— Saved data entries —
▽

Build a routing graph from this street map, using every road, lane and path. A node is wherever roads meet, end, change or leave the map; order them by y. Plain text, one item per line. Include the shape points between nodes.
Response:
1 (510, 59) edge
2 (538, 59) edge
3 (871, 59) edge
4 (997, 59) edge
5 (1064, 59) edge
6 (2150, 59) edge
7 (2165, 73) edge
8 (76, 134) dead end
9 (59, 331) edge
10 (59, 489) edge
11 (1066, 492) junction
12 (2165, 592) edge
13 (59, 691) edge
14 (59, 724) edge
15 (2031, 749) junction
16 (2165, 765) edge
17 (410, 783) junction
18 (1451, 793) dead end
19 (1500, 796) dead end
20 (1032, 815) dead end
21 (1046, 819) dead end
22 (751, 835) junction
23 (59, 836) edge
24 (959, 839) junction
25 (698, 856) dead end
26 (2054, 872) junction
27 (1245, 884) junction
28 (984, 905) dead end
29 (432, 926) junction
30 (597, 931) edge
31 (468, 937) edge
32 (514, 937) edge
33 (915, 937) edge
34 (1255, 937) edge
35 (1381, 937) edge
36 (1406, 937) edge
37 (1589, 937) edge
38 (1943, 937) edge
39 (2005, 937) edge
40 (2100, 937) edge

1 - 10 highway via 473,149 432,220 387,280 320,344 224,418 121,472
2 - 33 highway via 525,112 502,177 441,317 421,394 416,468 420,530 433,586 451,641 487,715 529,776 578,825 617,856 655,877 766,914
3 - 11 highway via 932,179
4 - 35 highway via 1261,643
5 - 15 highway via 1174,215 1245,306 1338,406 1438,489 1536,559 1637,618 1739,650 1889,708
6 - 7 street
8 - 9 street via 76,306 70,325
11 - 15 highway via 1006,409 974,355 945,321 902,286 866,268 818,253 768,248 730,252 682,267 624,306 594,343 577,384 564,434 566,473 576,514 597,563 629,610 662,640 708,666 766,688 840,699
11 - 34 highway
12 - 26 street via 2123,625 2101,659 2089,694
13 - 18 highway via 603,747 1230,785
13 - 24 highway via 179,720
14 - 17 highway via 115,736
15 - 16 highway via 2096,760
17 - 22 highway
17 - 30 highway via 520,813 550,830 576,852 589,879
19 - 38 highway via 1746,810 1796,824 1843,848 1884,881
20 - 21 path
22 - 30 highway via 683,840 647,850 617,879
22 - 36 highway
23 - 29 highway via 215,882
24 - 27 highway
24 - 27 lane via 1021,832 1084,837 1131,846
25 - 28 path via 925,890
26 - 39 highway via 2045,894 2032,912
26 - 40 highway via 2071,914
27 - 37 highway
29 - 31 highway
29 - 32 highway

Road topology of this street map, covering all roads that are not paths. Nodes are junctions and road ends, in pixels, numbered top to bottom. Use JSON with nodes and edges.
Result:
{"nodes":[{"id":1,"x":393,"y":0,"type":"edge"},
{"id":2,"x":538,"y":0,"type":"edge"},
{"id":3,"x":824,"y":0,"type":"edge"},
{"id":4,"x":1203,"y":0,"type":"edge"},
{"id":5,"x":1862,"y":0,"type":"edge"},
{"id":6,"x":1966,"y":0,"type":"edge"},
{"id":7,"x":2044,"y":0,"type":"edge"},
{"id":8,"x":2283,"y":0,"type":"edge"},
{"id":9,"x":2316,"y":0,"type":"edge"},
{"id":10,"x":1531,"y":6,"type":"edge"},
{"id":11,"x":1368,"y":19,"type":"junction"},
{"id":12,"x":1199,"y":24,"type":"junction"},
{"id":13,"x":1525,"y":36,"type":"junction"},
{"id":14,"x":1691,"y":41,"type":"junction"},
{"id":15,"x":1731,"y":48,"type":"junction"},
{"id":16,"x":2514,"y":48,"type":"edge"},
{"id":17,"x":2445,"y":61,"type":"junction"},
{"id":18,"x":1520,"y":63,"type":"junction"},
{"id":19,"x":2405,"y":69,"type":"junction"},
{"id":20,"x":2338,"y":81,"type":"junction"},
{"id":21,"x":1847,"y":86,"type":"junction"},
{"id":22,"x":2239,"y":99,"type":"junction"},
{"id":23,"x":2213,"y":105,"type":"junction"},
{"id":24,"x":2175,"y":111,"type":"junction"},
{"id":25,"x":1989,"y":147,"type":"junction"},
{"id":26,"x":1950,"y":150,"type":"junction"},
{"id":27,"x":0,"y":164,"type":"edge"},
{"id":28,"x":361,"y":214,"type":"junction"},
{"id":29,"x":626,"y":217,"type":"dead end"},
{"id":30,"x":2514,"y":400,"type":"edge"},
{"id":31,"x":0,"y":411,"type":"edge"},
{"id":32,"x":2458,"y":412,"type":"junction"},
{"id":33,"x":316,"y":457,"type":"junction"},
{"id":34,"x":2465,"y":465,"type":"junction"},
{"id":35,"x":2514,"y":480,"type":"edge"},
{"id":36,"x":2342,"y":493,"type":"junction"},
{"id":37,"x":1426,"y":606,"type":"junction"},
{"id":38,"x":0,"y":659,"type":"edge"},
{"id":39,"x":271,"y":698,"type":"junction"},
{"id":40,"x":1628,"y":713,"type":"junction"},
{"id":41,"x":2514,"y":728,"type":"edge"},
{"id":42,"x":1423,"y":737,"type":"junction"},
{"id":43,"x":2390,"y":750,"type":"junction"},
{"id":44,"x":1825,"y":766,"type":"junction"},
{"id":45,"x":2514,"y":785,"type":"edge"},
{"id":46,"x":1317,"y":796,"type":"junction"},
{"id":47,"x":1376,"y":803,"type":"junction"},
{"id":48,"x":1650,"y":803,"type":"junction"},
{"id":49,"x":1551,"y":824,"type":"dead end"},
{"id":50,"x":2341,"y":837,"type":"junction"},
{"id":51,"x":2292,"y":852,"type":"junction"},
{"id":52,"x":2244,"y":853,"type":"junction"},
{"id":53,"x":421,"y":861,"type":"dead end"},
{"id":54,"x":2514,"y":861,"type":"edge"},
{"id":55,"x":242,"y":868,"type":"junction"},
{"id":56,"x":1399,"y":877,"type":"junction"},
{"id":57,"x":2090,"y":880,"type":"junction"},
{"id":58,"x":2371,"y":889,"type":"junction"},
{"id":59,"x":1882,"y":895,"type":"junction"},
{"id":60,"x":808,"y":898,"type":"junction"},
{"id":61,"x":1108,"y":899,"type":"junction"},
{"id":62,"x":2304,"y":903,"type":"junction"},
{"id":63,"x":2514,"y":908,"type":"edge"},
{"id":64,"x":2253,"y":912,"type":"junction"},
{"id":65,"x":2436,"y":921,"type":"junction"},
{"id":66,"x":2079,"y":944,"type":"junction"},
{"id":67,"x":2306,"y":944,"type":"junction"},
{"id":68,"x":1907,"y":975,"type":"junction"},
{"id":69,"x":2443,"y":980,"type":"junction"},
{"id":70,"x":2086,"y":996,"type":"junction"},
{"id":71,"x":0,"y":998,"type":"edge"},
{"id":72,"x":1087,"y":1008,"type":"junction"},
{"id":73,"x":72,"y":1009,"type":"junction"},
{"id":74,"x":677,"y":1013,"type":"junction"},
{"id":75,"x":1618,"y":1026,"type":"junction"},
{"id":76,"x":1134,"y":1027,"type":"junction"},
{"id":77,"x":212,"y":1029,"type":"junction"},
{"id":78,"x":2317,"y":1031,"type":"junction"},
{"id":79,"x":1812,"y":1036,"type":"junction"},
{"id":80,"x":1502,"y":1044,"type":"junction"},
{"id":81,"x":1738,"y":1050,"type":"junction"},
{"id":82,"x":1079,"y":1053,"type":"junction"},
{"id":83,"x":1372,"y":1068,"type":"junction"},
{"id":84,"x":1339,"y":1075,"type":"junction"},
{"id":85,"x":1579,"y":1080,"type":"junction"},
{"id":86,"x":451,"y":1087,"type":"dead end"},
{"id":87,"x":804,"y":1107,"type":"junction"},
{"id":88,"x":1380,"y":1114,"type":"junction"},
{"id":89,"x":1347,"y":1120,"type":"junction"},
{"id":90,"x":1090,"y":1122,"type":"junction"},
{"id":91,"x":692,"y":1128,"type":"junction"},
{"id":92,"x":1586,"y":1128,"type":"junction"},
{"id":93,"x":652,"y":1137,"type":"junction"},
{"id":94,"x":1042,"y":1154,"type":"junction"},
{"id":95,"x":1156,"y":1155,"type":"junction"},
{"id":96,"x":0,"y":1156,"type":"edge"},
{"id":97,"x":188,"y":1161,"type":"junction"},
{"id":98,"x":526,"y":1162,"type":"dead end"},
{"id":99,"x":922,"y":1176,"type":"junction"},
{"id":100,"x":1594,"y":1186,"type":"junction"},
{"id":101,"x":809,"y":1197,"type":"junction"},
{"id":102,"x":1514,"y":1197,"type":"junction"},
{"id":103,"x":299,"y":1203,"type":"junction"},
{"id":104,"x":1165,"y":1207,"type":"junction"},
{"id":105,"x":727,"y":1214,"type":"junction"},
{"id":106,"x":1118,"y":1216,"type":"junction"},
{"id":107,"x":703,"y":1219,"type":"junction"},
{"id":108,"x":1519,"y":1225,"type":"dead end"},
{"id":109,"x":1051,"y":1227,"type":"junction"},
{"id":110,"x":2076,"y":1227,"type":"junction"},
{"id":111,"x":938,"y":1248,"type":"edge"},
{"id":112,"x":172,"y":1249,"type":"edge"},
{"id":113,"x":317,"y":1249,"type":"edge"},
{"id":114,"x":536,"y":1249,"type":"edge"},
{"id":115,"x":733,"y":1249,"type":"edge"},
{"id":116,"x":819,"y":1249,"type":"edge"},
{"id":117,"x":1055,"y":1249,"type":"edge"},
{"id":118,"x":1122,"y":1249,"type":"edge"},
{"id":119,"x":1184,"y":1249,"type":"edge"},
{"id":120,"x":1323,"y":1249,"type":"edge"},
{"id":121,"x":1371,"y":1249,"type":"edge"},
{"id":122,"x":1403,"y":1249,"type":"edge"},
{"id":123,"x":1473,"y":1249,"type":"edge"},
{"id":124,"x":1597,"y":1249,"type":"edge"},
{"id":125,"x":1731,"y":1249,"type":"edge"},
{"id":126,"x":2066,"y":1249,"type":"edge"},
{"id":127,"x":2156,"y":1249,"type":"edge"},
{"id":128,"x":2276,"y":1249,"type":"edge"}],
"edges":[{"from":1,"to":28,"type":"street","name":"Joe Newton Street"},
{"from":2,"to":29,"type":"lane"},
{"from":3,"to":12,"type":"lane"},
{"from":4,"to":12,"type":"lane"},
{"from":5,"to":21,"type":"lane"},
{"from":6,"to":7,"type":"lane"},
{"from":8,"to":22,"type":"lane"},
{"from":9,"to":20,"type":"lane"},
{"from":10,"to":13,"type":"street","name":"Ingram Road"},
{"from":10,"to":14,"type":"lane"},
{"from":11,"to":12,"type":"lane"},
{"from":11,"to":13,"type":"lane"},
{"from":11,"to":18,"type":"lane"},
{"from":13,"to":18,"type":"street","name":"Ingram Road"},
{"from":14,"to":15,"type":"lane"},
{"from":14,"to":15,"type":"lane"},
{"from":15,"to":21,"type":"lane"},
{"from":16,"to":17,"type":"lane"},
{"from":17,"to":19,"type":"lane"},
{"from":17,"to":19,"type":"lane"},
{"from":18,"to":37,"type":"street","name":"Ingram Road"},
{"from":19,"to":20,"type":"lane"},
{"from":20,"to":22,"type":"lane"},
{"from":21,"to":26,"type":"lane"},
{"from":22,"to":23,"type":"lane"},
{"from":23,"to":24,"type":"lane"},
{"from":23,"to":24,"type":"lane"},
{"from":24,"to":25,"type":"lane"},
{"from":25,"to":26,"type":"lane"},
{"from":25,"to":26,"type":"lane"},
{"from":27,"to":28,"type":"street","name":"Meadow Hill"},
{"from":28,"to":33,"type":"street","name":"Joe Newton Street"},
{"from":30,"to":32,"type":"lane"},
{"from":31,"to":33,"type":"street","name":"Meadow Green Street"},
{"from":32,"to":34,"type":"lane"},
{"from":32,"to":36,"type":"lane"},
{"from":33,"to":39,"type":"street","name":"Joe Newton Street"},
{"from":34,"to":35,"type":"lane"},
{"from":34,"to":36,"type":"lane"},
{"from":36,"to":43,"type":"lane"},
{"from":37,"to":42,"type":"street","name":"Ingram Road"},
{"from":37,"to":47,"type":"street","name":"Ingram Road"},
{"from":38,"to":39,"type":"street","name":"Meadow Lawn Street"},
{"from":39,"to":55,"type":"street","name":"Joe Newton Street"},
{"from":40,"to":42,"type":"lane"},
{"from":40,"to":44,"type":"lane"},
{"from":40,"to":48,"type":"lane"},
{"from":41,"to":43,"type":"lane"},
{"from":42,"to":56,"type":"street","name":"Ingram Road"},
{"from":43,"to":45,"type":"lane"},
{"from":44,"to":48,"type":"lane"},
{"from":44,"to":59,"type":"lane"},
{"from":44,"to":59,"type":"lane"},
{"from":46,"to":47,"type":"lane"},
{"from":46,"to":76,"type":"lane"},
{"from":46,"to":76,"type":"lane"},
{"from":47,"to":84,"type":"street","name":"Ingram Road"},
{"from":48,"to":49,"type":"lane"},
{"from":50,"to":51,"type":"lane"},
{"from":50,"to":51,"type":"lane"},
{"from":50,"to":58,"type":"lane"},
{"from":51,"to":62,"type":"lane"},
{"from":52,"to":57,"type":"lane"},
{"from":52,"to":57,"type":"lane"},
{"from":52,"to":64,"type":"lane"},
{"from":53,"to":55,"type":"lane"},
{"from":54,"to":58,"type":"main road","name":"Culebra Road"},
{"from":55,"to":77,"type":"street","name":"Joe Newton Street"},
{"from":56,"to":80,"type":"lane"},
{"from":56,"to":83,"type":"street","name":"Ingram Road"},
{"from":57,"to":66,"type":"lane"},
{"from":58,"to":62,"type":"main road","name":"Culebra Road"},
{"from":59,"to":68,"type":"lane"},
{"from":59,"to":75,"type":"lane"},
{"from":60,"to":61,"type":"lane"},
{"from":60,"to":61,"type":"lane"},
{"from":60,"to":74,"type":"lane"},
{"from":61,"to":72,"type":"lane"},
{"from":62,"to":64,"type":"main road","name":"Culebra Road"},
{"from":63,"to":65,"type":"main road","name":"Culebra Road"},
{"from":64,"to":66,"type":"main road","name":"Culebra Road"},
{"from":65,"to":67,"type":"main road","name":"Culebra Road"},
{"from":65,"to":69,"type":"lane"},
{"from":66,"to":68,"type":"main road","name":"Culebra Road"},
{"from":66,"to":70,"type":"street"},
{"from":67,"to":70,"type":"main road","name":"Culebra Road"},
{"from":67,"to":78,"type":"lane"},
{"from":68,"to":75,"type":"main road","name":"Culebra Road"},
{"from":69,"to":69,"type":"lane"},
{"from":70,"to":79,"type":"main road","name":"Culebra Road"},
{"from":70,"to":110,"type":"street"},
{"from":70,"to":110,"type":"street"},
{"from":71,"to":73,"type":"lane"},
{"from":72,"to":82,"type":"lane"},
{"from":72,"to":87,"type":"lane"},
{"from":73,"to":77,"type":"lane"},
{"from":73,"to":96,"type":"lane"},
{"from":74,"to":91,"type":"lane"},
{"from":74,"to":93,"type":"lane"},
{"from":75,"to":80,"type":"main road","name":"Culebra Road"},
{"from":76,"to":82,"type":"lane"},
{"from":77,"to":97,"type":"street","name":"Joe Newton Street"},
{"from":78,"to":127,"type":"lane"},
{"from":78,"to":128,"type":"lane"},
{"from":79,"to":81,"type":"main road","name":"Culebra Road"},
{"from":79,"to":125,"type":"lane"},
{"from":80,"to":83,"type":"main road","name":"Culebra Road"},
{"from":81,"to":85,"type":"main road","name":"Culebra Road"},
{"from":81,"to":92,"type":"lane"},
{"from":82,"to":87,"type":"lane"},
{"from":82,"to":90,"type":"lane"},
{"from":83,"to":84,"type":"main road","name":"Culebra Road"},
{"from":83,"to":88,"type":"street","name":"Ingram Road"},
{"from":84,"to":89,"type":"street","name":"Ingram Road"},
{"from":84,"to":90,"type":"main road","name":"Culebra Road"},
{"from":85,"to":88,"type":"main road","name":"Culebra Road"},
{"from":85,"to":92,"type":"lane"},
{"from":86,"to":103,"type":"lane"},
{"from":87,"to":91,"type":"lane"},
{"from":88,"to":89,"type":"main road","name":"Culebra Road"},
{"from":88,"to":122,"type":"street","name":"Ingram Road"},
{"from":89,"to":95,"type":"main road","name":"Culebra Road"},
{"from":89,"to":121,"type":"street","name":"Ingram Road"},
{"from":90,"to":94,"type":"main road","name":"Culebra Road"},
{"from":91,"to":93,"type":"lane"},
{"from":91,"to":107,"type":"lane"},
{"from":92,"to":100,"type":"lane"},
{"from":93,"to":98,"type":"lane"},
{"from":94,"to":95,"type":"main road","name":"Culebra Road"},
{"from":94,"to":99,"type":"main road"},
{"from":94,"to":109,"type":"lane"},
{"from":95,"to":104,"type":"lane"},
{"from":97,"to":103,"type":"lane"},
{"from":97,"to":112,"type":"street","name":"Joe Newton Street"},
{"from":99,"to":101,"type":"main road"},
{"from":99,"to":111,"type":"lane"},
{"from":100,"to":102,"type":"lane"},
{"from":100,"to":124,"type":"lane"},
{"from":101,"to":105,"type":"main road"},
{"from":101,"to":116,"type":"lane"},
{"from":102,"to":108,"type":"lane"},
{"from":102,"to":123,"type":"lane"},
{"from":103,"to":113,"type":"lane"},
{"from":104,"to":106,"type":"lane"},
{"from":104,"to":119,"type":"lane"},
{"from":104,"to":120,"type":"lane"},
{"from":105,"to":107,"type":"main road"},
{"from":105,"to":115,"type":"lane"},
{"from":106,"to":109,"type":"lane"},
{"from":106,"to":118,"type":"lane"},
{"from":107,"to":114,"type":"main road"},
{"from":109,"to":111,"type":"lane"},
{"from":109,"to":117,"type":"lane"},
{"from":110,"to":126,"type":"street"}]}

△

— What is being asked —
Lines above containing "Newton": give their number only.

— Expected output —
7